[Your assignment] A verbatim copy of the line containing "thumb tip: (1102, 1010)" and all lines after it, up to and including the final line of the records, is the only acceptable output.

*** Information shown ***

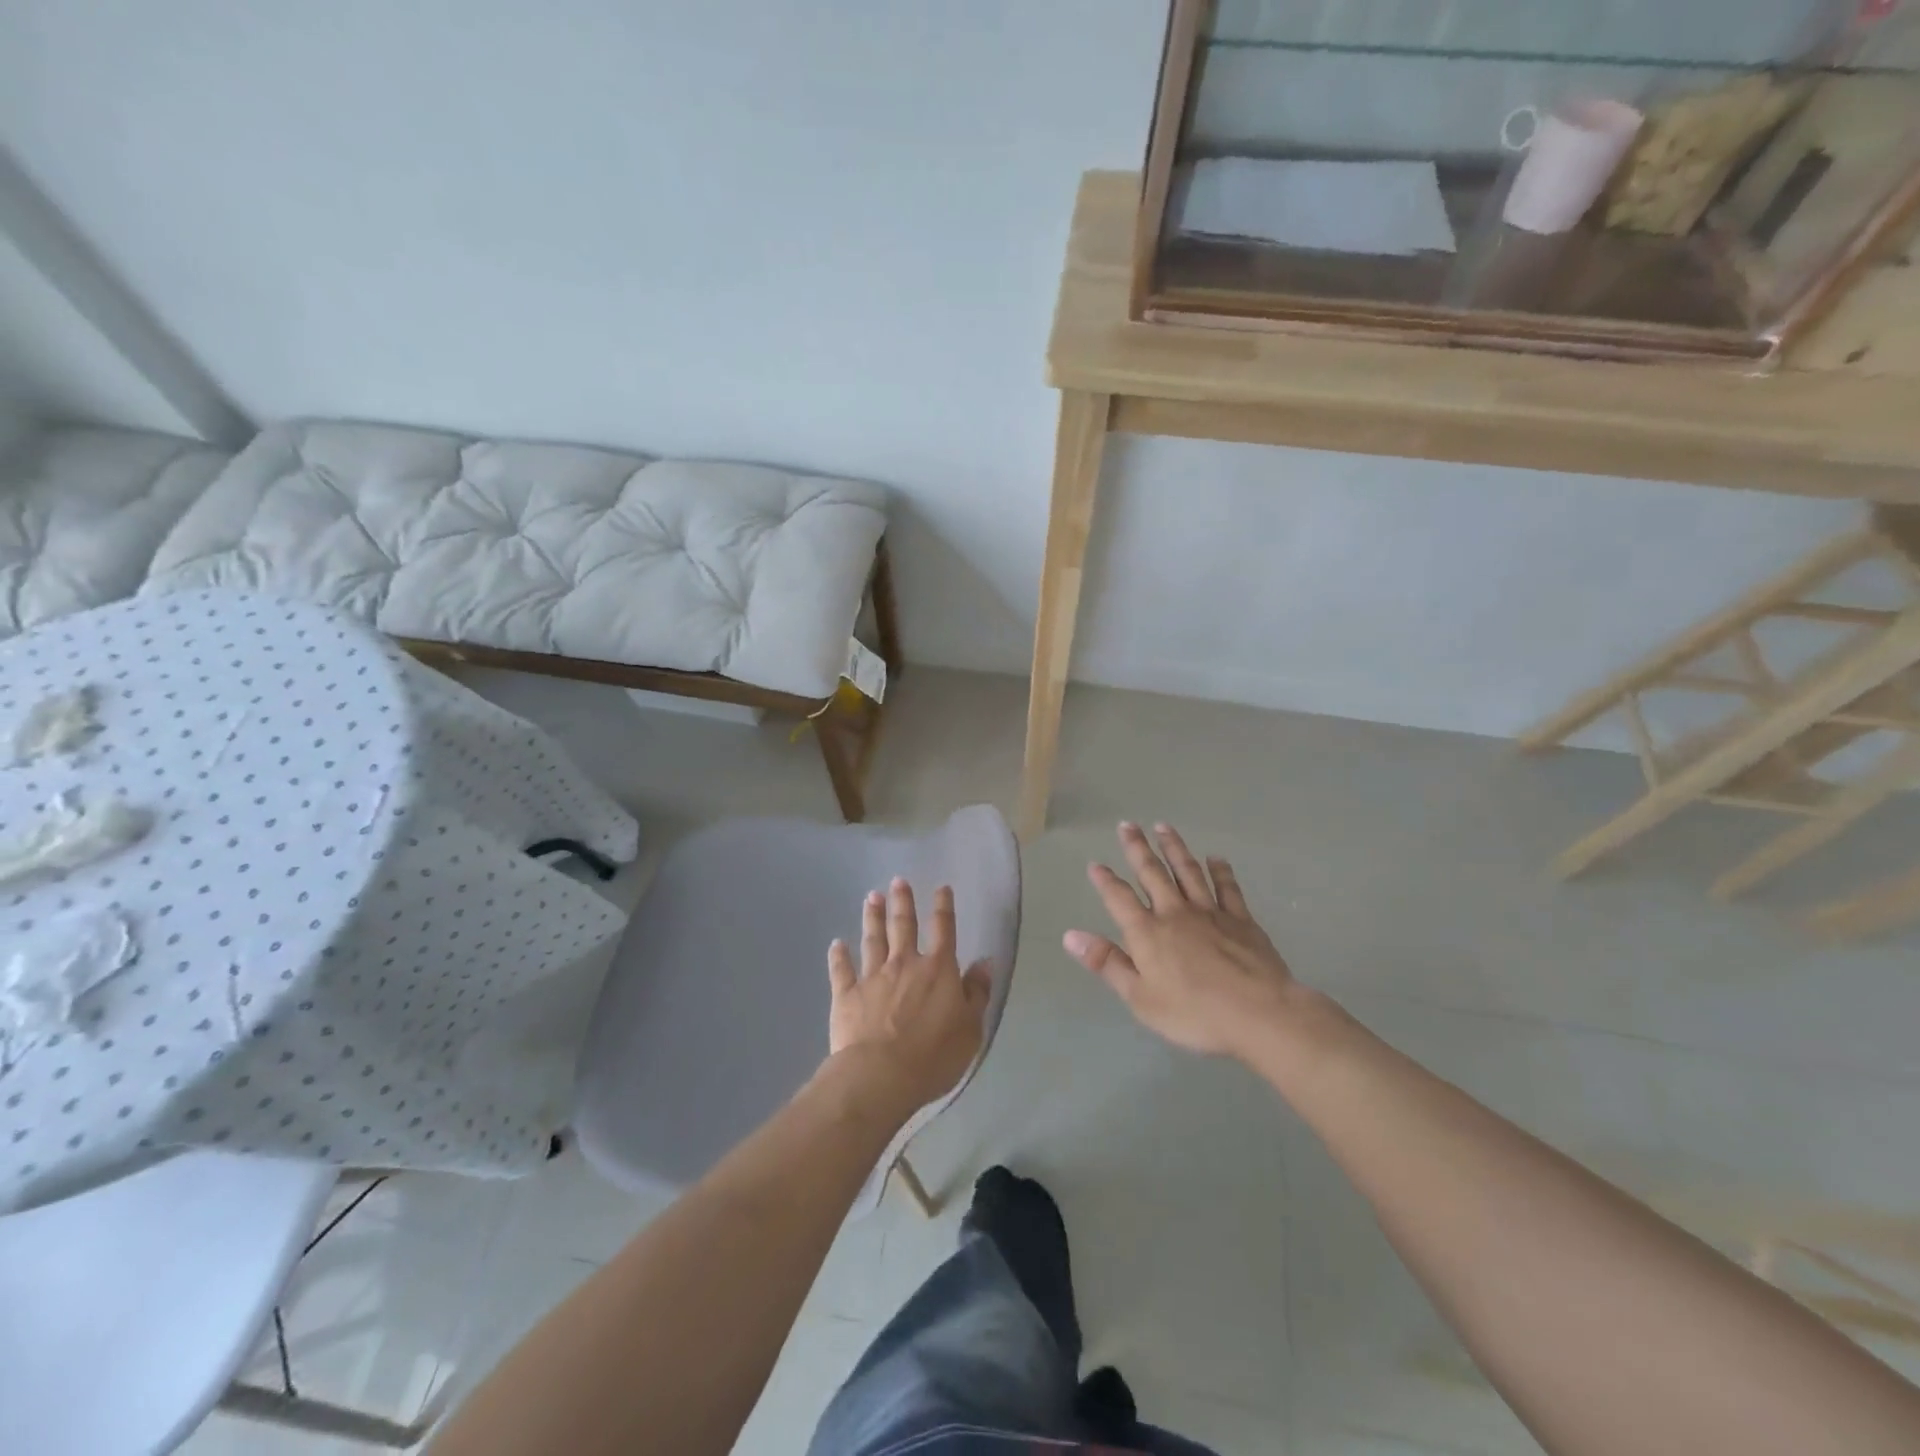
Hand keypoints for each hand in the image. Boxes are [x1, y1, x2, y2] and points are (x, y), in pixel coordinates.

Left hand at [827, 878, 991, 1113]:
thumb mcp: (971, 1028)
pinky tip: (836, 944)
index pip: (944, 930)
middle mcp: (905, 964)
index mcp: (938, 970)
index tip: (941, 888)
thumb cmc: (934, 1056)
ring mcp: (873, 977)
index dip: (943, 907)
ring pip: (873, 940)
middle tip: (898, 881)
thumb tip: (985, 962)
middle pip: (903, 926)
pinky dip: (839, 956)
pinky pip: (842, 970)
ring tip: (871, 897)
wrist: (881, 1075)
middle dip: (902, 902)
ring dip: (873, 917)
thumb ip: (977, 993)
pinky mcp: (847, 994)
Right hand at [1064, 821, 1299, 1060]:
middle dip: (1138, 848)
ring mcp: (1210, 912)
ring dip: (1174, 848)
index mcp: (1148, 933)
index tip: (1095, 864)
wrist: (1259, 1013)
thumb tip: (1070, 936)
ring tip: (1164, 827)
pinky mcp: (1241, 919)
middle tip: (1127, 825)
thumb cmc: (1194, 1013)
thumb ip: (1107, 963)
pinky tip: (1216, 858)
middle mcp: (1175, 913)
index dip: (1105, 881)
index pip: (1119, 899)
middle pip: (1153, 874)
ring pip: (1188, 871)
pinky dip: (1220, 870)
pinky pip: (1227, 887)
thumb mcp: (1140, 997)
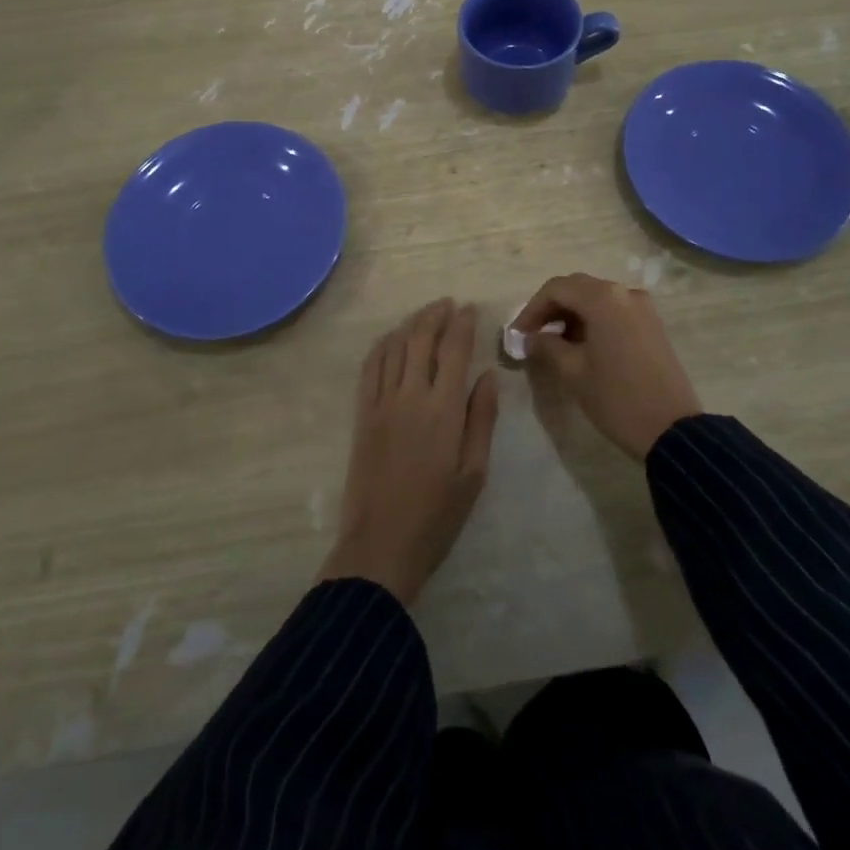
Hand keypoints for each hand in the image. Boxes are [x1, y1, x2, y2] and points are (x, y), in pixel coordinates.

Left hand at [318, 300, 499, 604]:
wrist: (381, 544)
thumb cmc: (437, 514)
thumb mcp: (474, 472)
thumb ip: (481, 418)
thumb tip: (488, 374)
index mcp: (443, 409)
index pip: (454, 350)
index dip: (463, 324)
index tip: (470, 308)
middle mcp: (410, 395)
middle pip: (420, 338)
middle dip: (435, 315)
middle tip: (448, 304)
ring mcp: (381, 402)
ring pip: (394, 346)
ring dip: (410, 324)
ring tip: (425, 316)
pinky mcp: (362, 413)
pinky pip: (370, 367)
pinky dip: (382, 345)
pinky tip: (391, 340)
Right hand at [512, 274, 701, 459]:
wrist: (672, 430)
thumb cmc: (616, 398)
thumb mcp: (573, 372)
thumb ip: (546, 346)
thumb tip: (530, 337)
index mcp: (603, 298)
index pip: (556, 289)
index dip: (531, 309)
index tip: (517, 334)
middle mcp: (624, 293)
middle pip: (577, 287)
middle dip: (551, 308)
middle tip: (531, 335)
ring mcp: (642, 307)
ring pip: (596, 298)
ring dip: (572, 314)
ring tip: (553, 343)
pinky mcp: (652, 324)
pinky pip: (614, 310)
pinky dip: (593, 320)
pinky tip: (581, 345)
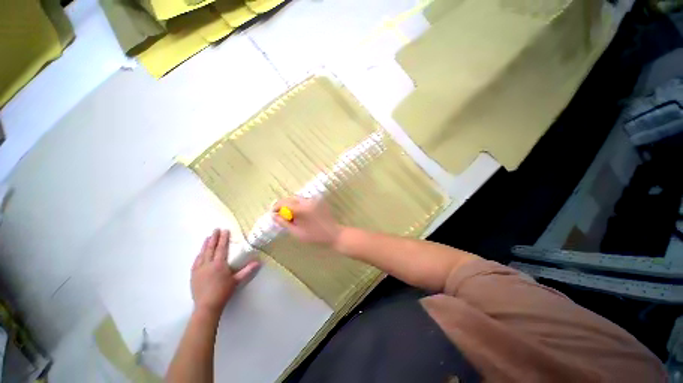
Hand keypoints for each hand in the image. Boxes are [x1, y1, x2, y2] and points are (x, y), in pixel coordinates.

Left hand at [191, 229, 258, 316]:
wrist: (207, 306)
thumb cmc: (223, 292)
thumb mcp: (237, 280)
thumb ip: (247, 270)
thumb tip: (258, 262)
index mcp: (219, 264)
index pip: (222, 248)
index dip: (224, 238)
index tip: (225, 230)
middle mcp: (208, 264)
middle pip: (211, 248)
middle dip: (214, 238)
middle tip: (215, 229)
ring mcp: (199, 269)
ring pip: (202, 253)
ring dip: (205, 244)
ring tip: (208, 237)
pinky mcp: (193, 275)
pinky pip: (196, 262)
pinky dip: (199, 255)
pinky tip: (199, 253)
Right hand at [272, 197, 341, 246]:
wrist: (334, 234)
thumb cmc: (315, 236)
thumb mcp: (297, 232)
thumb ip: (284, 223)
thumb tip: (274, 216)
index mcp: (301, 209)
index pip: (284, 203)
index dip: (276, 207)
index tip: (273, 214)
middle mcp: (308, 201)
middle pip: (290, 198)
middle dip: (284, 205)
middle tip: (282, 216)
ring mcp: (314, 200)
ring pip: (298, 198)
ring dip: (292, 205)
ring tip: (292, 216)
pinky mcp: (319, 201)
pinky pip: (305, 200)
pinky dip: (300, 205)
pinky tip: (302, 214)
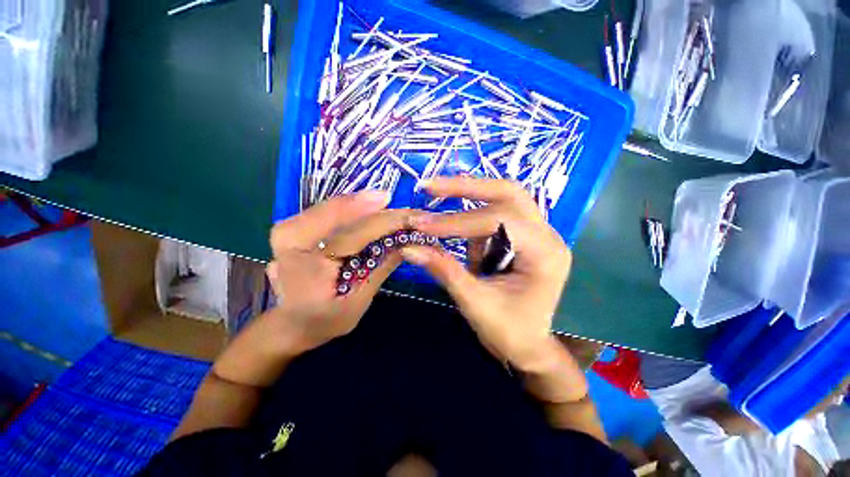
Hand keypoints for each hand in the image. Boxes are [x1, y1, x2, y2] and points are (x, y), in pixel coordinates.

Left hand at [263, 190, 419, 353]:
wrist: (288, 323)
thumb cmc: (323, 320)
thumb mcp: (358, 302)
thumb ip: (381, 268)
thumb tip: (409, 242)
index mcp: (306, 261)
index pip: (356, 233)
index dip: (389, 222)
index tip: (417, 217)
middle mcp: (291, 234)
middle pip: (346, 211)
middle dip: (383, 209)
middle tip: (412, 211)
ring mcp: (292, 224)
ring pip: (340, 205)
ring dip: (372, 206)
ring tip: (399, 210)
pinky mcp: (298, 222)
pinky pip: (334, 209)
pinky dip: (359, 209)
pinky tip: (378, 209)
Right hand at [403, 177, 572, 371]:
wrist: (528, 347)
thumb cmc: (509, 332)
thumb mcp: (474, 303)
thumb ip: (444, 270)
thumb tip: (408, 247)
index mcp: (545, 254)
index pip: (499, 220)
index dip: (457, 221)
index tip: (422, 225)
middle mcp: (547, 235)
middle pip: (508, 192)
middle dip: (466, 188)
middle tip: (430, 187)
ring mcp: (538, 232)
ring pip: (503, 198)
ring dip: (468, 205)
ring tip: (443, 228)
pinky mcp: (524, 236)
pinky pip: (495, 217)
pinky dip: (474, 227)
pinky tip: (473, 258)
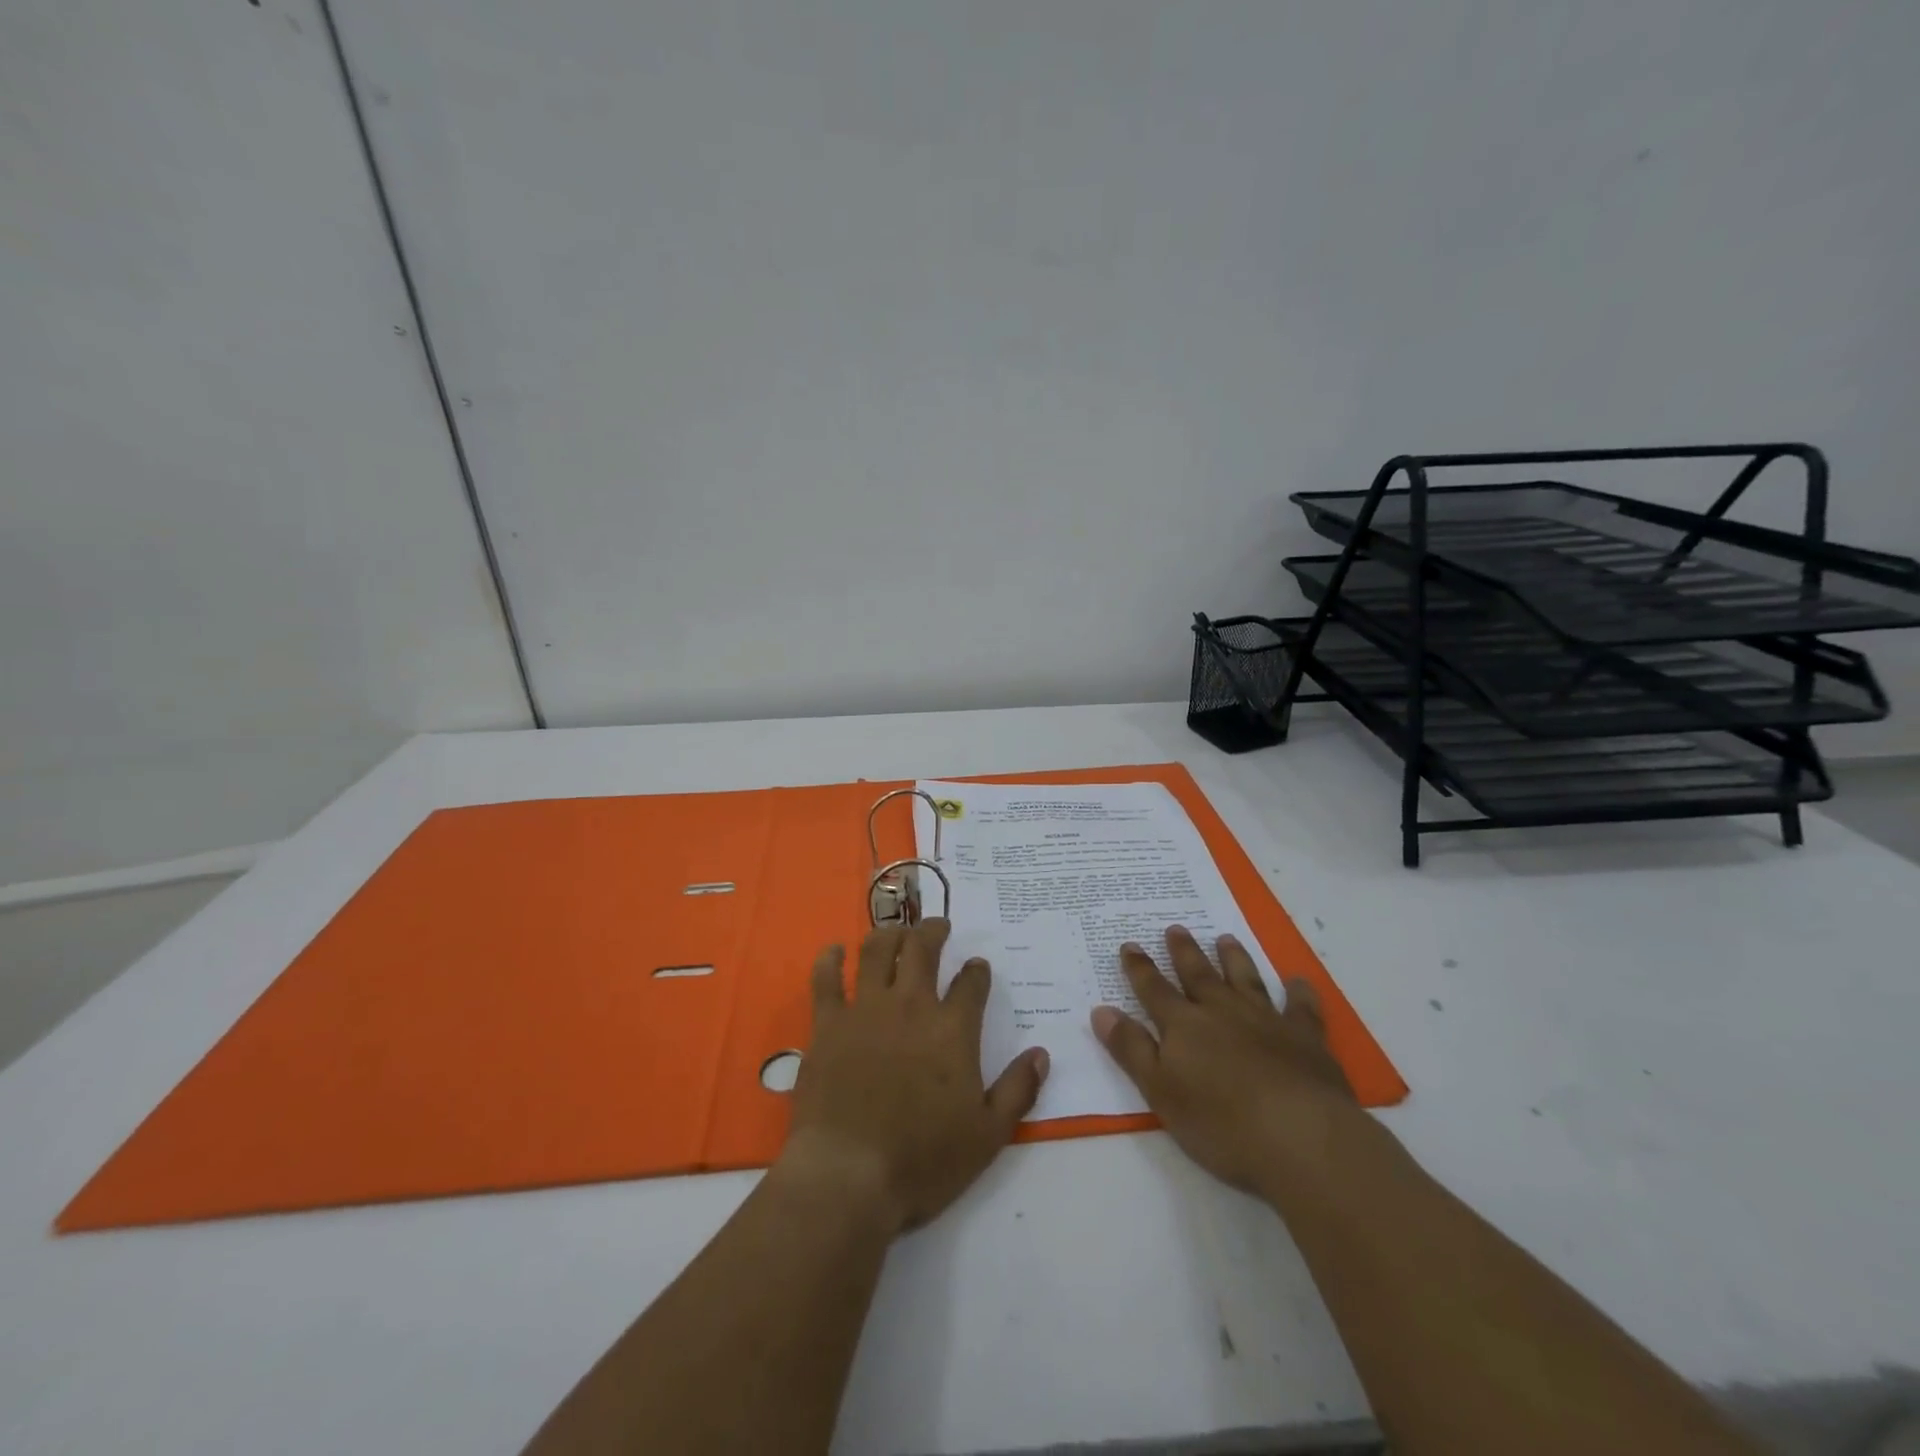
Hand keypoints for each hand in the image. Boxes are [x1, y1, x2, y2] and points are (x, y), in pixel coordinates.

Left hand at [782, 919, 1049, 1235]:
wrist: (849, 1173)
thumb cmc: (923, 1159)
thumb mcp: (988, 1135)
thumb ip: (1018, 1090)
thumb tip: (1041, 1054)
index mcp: (952, 1029)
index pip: (971, 984)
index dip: (977, 971)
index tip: (977, 967)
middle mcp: (910, 1006)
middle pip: (923, 949)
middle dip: (933, 931)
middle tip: (938, 926)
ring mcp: (865, 1010)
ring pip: (877, 951)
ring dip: (890, 934)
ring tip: (896, 932)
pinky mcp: (828, 1024)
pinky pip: (826, 979)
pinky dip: (830, 960)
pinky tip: (835, 951)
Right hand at [1091, 926, 1359, 1198]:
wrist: (1300, 1136)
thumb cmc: (1221, 1123)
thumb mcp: (1161, 1092)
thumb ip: (1131, 1049)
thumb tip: (1102, 1010)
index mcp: (1184, 1026)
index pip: (1154, 990)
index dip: (1139, 969)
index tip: (1129, 945)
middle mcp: (1222, 1012)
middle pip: (1198, 976)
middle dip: (1184, 952)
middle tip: (1176, 928)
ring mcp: (1266, 1021)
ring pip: (1246, 980)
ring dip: (1234, 959)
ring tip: (1225, 938)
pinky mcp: (1306, 1038)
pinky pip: (1301, 1008)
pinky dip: (1299, 992)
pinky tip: (1298, 981)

*** End of Information shown ***

[Solution to the problem]
thumb tip: (1102, 1010)
index mcp: (1184, 1026)
index pip: (1154, 990)
index dip: (1139, 969)
index tip: (1129, 945)
middle mcp: (1222, 1012)
middle pip: (1198, 976)
middle dip: (1184, 952)
middle tip: (1176, 928)
ring mcp: (1266, 1021)
ring pip: (1246, 980)
ring dip: (1234, 959)
ring tip: (1225, 938)
pinky mcp: (1306, 1038)
pinky pip: (1301, 1008)
pinky dip: (1299, 992)
pinky tip: (1298, 981)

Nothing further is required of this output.